**Data to examine:**
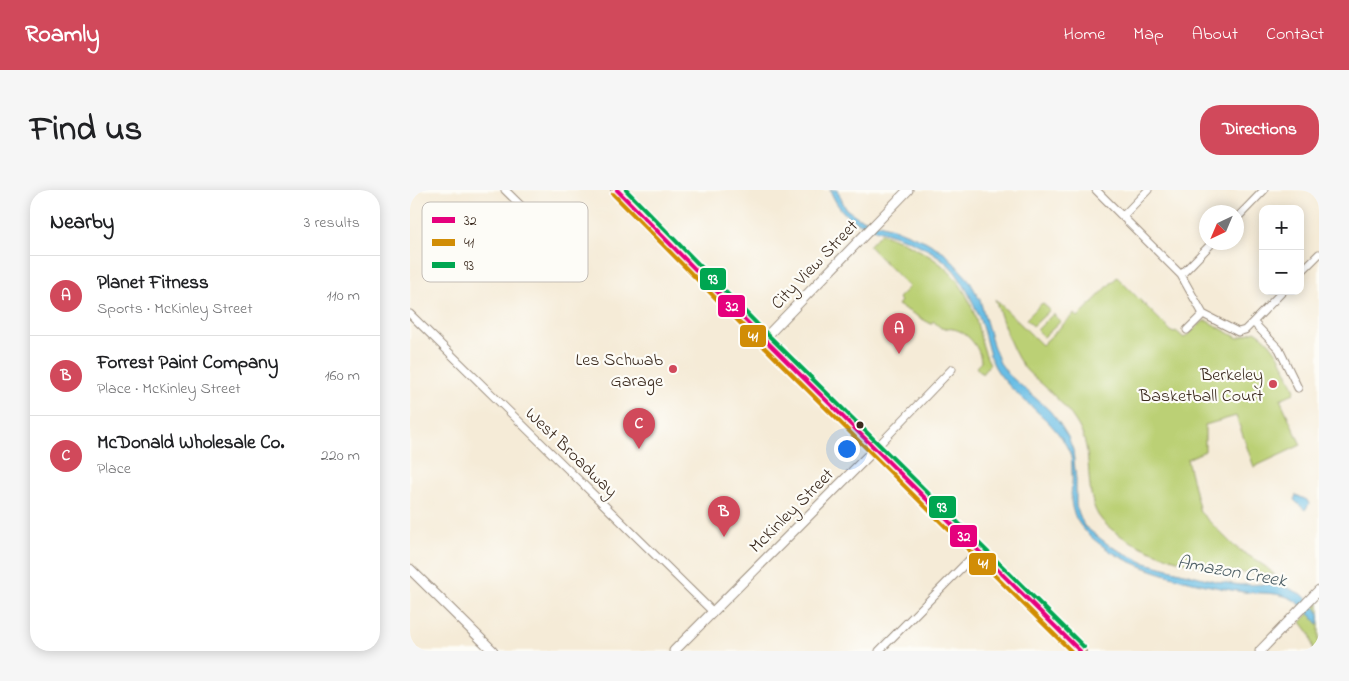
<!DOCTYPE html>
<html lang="en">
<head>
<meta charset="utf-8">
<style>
	:root { --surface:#fff; --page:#f6f6f6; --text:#202124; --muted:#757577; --line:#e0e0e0; --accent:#d1495b }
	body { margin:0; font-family:"Indie Flower",sans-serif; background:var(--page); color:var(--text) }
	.controls { position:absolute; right:15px; top:15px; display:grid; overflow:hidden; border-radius:10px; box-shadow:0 2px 12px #0003 }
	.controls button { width:45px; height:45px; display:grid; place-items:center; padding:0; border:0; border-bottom:1px solid var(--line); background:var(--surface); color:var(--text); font:25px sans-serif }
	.compass { position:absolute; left:789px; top:15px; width:45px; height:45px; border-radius:50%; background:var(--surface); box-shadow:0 2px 12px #0003; rotate:224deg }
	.you { position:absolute; left:436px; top:258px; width:18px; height:18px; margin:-12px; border:4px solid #fff; border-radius:50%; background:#1a73e8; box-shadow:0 0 0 8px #1a73e833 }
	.badge { display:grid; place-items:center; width:32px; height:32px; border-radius:50%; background:var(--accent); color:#fff; font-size:16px; font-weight:700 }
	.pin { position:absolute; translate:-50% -41px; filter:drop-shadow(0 1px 2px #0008) }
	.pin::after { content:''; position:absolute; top:26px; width:18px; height:15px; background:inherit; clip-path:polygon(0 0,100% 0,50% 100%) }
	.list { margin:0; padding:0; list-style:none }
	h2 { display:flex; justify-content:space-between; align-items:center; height:65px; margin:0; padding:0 20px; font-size:21px }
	h2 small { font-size:16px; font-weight:400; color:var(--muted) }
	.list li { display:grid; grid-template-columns:32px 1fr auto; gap:15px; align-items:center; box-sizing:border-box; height:80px; padding:0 20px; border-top:1px solid var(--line) }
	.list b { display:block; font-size:19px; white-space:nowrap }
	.list p { margin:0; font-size:16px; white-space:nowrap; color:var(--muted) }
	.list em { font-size:16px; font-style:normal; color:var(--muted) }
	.map { position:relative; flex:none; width:909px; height:461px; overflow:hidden; border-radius:20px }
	header { display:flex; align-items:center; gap:30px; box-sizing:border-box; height:70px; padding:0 25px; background:var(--accent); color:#fff }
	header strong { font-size:24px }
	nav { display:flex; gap:28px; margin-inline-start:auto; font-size:18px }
	.intro { display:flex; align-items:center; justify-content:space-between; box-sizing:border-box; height:120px; padding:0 30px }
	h1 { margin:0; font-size:35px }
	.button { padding:12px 22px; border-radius:20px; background:var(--accent); color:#fff; font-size:18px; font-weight:700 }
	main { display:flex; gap:30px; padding:0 30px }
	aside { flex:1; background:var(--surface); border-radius:20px; box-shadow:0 2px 12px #0003 }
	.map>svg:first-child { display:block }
	.green { fill:#bbd074; stroke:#7b7d49 }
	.water { fill:#68bde5; stroke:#527482 }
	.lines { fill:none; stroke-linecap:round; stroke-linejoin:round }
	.minor-casing { stroke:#988a7a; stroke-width:9 }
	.tertiary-casing { stroke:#988a7a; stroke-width:11 }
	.primary-casing { stroke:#988a7a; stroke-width:14 }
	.minor { stroke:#fff; stroke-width:7 }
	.tertiary { stroke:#fff; stroke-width:9 }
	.primary { stroke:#fabb8c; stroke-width:11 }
	.bus-1-casing { stroke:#fdfcf7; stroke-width:8 }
	.bus-2-casing { stroke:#fdfcf7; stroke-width:8 }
	.bus-3-casing { stroke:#fdfcf7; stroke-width:8 }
	.bus-1 { stroke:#e5007d; stroke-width:4 }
	.bus-2 { stroke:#d18d06; stroke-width:4 }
	.bus-3 { stroke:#00a651; stroke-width:4 }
	.poi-dot { fill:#d1495b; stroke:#fdfcf7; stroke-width:2 }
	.bus-dot { fill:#3b2a1e; stroke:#fdfcf7; stroke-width:2 }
	.labels { text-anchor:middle; stroke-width:4.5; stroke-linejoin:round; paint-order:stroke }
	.street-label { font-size:18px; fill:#3b2a1e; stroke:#fdfcf7 }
	.poi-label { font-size:18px; fill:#3b2a1e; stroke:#fdfcf7; text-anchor:end }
	.water-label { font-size:19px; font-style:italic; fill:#4b5d64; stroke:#fdfcf7 }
	.key { fill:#fdfcf7; stroke:#c3bdb6; stroke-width:1 }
	.key-label { font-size:14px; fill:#3b2a1e }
	.line-badge { stroke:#fdfcf7; stroke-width:2 }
	.badge-label { font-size:14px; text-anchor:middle; font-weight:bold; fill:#fff }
</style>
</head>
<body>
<header>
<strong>Roamly</strong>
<nav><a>Home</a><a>Map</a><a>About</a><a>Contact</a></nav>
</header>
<div class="intro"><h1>Find us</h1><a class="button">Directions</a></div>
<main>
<aside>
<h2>Nearby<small>3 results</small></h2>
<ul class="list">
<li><span class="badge">A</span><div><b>Planet Fitness</b><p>Sports · McKinley Street</p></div><em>110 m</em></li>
<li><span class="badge">B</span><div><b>Forrest Paint Company</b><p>Place · McKinley Street</p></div><em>160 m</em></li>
<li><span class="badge">C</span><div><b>McDonald Wholesale Co.</b><p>Place</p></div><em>220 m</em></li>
</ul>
</aside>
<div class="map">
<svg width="909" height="461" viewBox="0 0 909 461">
	<rect width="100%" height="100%" fill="#fdfcf7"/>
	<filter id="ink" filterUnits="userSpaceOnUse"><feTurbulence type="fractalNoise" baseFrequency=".02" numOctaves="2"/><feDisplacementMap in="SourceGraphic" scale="10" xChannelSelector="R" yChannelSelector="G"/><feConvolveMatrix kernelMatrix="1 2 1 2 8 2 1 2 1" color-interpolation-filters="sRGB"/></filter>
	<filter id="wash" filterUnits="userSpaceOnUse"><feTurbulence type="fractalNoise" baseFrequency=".0096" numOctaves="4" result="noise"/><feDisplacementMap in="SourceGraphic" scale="20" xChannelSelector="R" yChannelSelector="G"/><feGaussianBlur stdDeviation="1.12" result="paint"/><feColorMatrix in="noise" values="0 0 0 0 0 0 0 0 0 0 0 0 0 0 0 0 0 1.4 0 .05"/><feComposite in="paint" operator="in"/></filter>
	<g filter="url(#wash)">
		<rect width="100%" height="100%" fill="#f5ebd7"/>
		<path class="green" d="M471,43C514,60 548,76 564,123C569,138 572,160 580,174L572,184L566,177L571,172C571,159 557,141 543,139C539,138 535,139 531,138L523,131L521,134L488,115L491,111L488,108L499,97L459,56Z
			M707,87L763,143L766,141L774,148L794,131H797L828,148L845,141C867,154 875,178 885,200L884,203L870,209L891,255L844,277L826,226L795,235V261L777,269L790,322L824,356L856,377L865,385C846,383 826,383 808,380C776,375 697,352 685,319C675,293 683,263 669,237C660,221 646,207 632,194C625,188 618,183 613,176C599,156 593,131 585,109L632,155L664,124L668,127Z
			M632,113L640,120L623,136L616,129Z
			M643,124L651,131L634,147L627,140Z
			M909,413V461H904L900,444L891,432Z"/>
		<path class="water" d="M420,0H427L436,19L449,28L486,39L515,51L534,62L559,90L570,110L583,155L590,173L599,185L639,220L648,231L658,247L663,260L666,290V316L674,336L700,356L735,373L805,391L830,395L856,394L878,398L893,405L905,418L909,424V435C901,426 892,414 882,409C866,401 850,404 834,402C793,396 727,381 694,357C677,345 662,331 661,309C661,300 663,292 662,283C662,276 662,267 659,261C644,228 608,211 588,182C579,169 577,152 572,136C566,117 557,98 545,82C529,61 498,49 474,42C446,33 432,29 420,0Z
			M886,305L897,310L899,314L895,320L884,310Z"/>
	</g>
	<g filter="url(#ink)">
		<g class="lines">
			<defs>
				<path id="minor" d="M95,0L162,66
					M686,0L771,85L793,124L828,142L835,140L843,132L869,159L888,198
					M713,26L738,0
					M826,29L854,0
					M890,83L909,64
					M771,85L803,52
					M0,124L303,422
					M843,132L873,101
					M777,140L793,124
					M465,259L542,179
					M469,461L568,361"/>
				<path id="tertiary" d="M354,149L498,0
					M0,379L83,461
					M264,461L465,259
					M850,461L909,400"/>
				<path id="primary" d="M207,0L347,142L670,461"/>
			</defs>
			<use href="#minor" class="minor-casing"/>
			<use href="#tertiary" class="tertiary-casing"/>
			<use href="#primary" class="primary-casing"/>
			<use href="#minor" class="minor"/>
			<use href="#tertiary" class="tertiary"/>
			<use href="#primary" class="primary"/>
			<defs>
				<path id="bus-1" d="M207,0L347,142L670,461"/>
				<path id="bus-2" d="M203,4L343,146L661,461"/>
				<path id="bus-3" d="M216,0L351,138L674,457"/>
			</defs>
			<use href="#bus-1" class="bus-1-casing"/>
			<use href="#bus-2" class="bus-2-casing"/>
			<use href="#bus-3" class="bus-3-casing"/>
			<use href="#bus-1" class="bus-1"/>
			<use href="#bus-2" class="bus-2"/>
			<use href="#bus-3" class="bus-3"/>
		</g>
	</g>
	<g class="poi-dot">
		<circle cx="263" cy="179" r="5"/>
		<circle cx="863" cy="194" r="5"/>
	</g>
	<circle class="bus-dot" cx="450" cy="235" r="4.5"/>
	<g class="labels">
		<g class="street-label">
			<text transform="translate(404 74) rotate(-46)" y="6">City View Street</text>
			<text transform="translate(162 262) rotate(44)" y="6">West Broadway</text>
			<text transform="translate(381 320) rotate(-45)" y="6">McKinley Street</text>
		</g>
		<g class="poi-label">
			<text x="253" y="175">Les Schwab<tspan x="253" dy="21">Garage</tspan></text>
			<text x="853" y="190">Berkeley<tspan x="853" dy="21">Basketball Court</tspan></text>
		</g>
		<g class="water-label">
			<text transform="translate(822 380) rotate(10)" y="7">Amazon Creek</text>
		</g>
	</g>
	<rect x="12" y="12" width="166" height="80" rx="8" class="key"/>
	<rect x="22" y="27" width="23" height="6" fill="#e5007d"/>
	<rect x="22" y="49" width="23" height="7" fill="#d18d06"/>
	<rect x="22" y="72" width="23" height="6" fill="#00a651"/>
	<g class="key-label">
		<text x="54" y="35">32</text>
		<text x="54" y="57">41</text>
		<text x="54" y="80">93</text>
	</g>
	<g class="line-badge">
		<rect x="289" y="77" width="28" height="24" rx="5" fill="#00a651"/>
		<rect x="307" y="104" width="29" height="24" rx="5" fill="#e5007d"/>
		<rect x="329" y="134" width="28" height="24" rx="5" fill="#d18d06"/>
		<rect x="518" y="305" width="29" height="24" rx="5" fill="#00a651"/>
		<rect x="539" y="334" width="29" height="24" rx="5" fill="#e5007d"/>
		<rect x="558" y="362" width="29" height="24" rx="5" fill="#d18d06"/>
	</g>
	<g class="badge-label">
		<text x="303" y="94">93</text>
		<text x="322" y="121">32</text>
		<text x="343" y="151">41</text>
		<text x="532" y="322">93</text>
		<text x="554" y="351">32</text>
		<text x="573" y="378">41</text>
	</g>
</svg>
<div class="controls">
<button>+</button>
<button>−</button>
</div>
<svg class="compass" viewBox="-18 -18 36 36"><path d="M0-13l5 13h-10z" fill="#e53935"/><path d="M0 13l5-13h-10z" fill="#757577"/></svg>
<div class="you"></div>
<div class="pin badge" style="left:489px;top:164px">A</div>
<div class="pin badge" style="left:314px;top:347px">B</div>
<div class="pin badge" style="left:229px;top:259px">C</div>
</div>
</main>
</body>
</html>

**Task item:** Return all lines in the data that include the word "solid".

**Written response:**
	.controls button { width:45px; height:45px; display:grid; place-items:center; padding:0; border:0; border-bottom:1px solid var(--line); background:var(--surface); color:var(--text); font:25px sans-serif }
	.you { position:absolute; left:436px; top:258px; width:18px; height:18px; margin:-12px; border:4px solid #fff; border-radius:50%; background:#1a73e8; box-shadow:0 0 0 8px #1a73e833 }
	.list li { display:grid; grid-template-columns:32px 1fr auto; gap:15px; align-items:center; box-sizing:border-box; height:80px; padding:0 20px; border-top:1px solid var(--line) }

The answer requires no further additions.